Compilation

1. Lexical Analysis: The compiler analyzes the source code and breaks it down into smaller meaningful units called tokens. This process is known as lexical analysis or tokenization. Tokens can include keywords, identifiers, operators, constants, etc.
2. Syntax Analysis: The compiler then performs syntax analysis, also known as parsing. It checks whether the arrangement of tokens follows the rules defined by the language's grammar. This step ensures that the code is structurally correct and creates a parse tree or an abstract syntax tree (AST).
3. Semantic Analysis: In this phase, the compiler examines the semantics or meaning of the code. It checks for any logical errors or inconsistencies that cannot be identified during syntax analysis. The type compatibility, variable declarations, scoping rules, and other language-specific rules are verified at this stage.
4. Code Optimization: Once the code has been analyzed and verified, the compiler may perform code optimization.

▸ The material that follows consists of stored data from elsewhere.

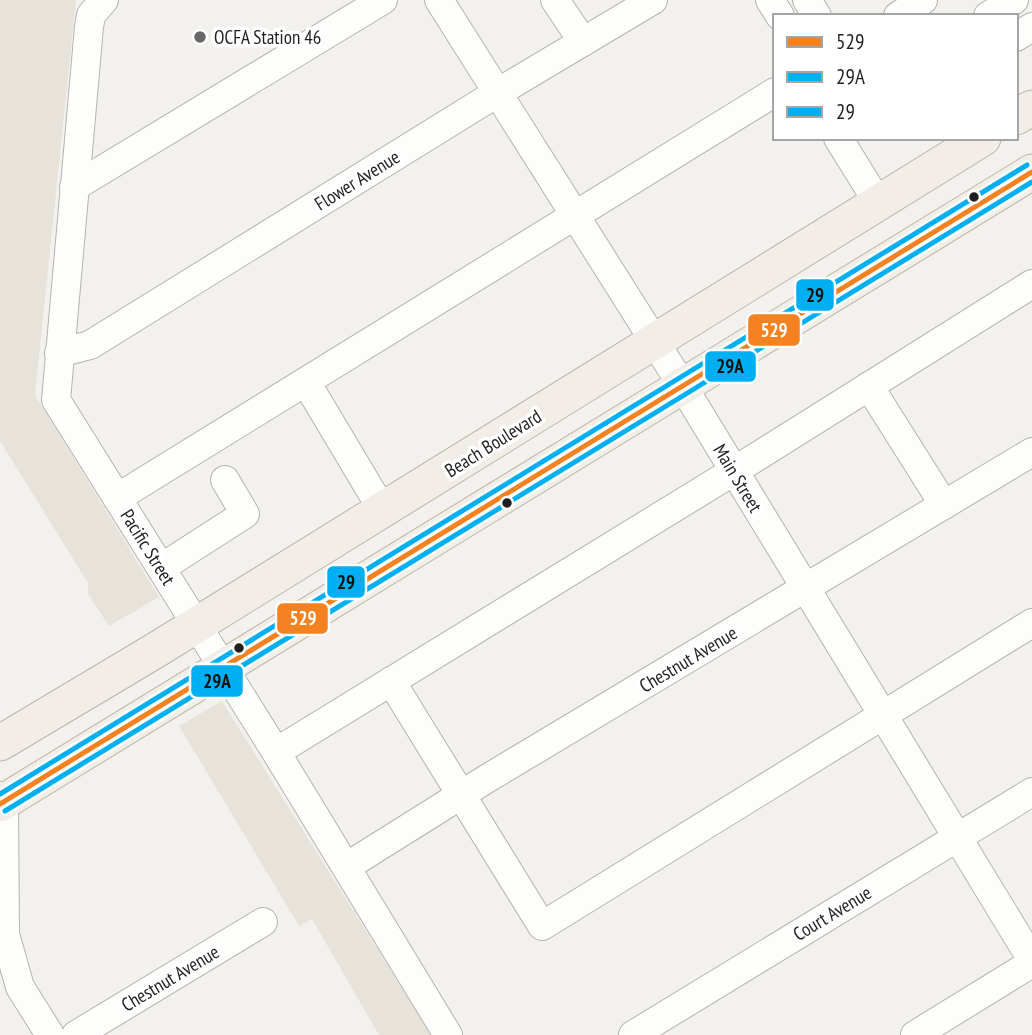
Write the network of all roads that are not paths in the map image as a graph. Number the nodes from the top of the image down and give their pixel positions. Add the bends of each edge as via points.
1 (383, 0) edge
2 (439, 0) edge
3 (555, 0) edge
4 (653, 0) edge
5 (923, 0) edge
6 (1014, 0) edge
7 (101, 2) edge
8 (901, 14) edge
9 (991, 14) edge
10 (583, 42) junction
11 (497, 93) junction
12 (773, 93) edge
13 (839, 140) edge
14 (980, 140) edge
15 (1032, 172) edge
16 (74, 187) junction
17 (880, 204) junction
18 (576, 215) junction
19 (1032, 284) edge
20 (655, 343) junction
21 (59, 353) junction
22 (306, 382) junction
23 (682, 385) junction
24 (869, 386) junction
25 (1032, 452) edge
26 (734, 471) junction
27 (225, 480) dead end
28 (117, 498) junction
29 (944, 505) junction
30 (383, 510) junction
31 (161, 568) junction
32 (805, 589) junction
33 (1032, 623) edge
34 (197, 625) junction
35 (223, 667) junction
36 (391, 681) junction
37 (882, 714) junction
38 (0, 743) edge
39 (276, 751) junction
40 (1032, 792) edge
41 (461, 795) junction
42 (1, 801) edge
43 (958, 837) junction
44 (346, 867) junction
45 (263, 922) dead end
46 (2, 935) edge
47 (1032, 962) edge
48 (50, 1035) edge
49 (76, 1035) edge
50 (447, 1035) edge
51 (633, 1035) edge
52 (915, 1035) edge

1 - 16 street
2 - 11 street, Main Street
3 - 10 street
4 - 10 street, Flower Avenue
5 - 8 street
6 - 9 street
7 - 16 street, Pacific Street via 89,27
10 - 11 street, Flower Avenue
11 - 18 street, Main Street
11 - 21 street, Flower Avenue via 90,345
12 - 18 street
13 - 17 street
14 - 17 main road, Beach Boulevard
15 - 23 main road
16 - 21 street, Pacific Street
17 - 20 main road, Beach Boulevard
18 - 20 street, Main Street
18 - 22 street
19 - 24 street
20 - 23 street, Main Street
20 - 30 main road, Beach Boulevard
21 - 28 street, Pacific Street via 56,400
22 - 28 street
22 - 30 street
23 - 26 street, Main Street
23 - 35 main road
24 - 26 street
24 - 29 street
25 - 29 street, Chestnut Avenue
26 - 32 street, Main Street
26 - 36 street
27 - 31 street via 245,514
28 - 31 street, Pacific Street
29 - 32 street, Chestnut Avenue
30 - 34 main road, Beach Boulevard
31 - 34 street, Pacific Street
32 - 37 street, Main Street
32 - 41 street, Chestnut Avenue
33 - 37 street
34 - 35 street, Pacific Street
34 - 38 main road, Beach Boulevard
35 - 39 street, Pacific Street
35 - 42 main road
36 - 39 street
36 - 41 street
37 - 41 street via 542,926
37 - 43 street, Main Street
39 - 44 street, Pacific Street
40 - 43 street, Court Avenue
41 - 44 street, Chestnut Avenue
42 - 46 street
43 - 47 street, Main Street
43 - 51 street, Court Avenue
44 - 50 street, Pacific Street
45 - 49 street, Chestnut Avenue
46 - 48 street via 20,987
47 - 52 street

Optimization techniques aim to improve the efficiency of the generated machine code by reducing redundant operations, eliminating unreachable code, or rearranging instructions to enhance performance.
5. Code Generation: The final step of compilation involves generating machine code or bytecode. Machine code is specific to the target hardware architecture, whereas bytecode is an intermediate representation that can be interpreted by a virtual machine. The generated code is ready for execution.

Interpretation

1. Lexical Analysis: Similar to compilation, interpretation starts with lexical analysis, breaking down the source code into tokens.
2. Parsing and Execution: Once the tokens are generated, the interpreter reads and analyzes them line by line, executing the code in real-time. It follows the control flow of the program, interpreting each statement and performing the corresponding actions.
3. Just-In-Time (JIT) Compilation: Some interpreted languages, like JavaScript, employ a technique called Just-In-Time (JIT) compilation. JIT compilation dynamically translates frequently executed code segments into machine code for improved performance. The interpreter identifies hotspots in the code and optimizes them by converting them into machine code on the fly.

Key Differences

• Execution Speed: Compiled languages tend to execute faster than interpreted languages since the compilation process optimizes the code in advance. Interpreted languages, on the other hand, have the overhead of analyzing and executing the code simultaneously.
• Portability: Interpreted languages, often using bytecode or a virtual machine, offer better portability as they can be executed on any system with a compatible interpreter. Compiled languages generate machine code specific to the target hardware and may require recompilation for different platforms.
• Development Workflow: Compilation provides early detection of syntax and semantic errors before the program runs, helping developers identify issues during the development phase. Interpretation allows for dynamic and interactive programming, enabling developers to experiment and modify code on the go without the need for a separate compilation step.
• Debugging: Interpreted languages generally offer better debugging capabilities, as the interpreter can provide detailed runtime information, such as variable values and stack traces. Compiled languages may require additional debugging tools or techniques to extract similar information.

Example

• Python, being an interpreted language, does not undergo a traditional compilation process. However, it does undergo a form of compilation known as "bytecode compilation". When a Python script is run, it is first compiled into bytecode, which is a low-level representation of the code. This bytecode is then executed by the Python interpreter. This approach allows Python to be platform-independent, as the bytecode can be executed on any system with a compatible interpreter.
• Java programs are compiled into bytecode using the Java compiler (javac). The resulting bytecode is platform-independent and can be executed on any system with the Java Virtual Machine (JVM) installed. The JVM acts as an interpreter for the bytecode, converting it into machine code at runtime. This process of compiling Java source code into bytecode allows for "write once, run anywhere" portability.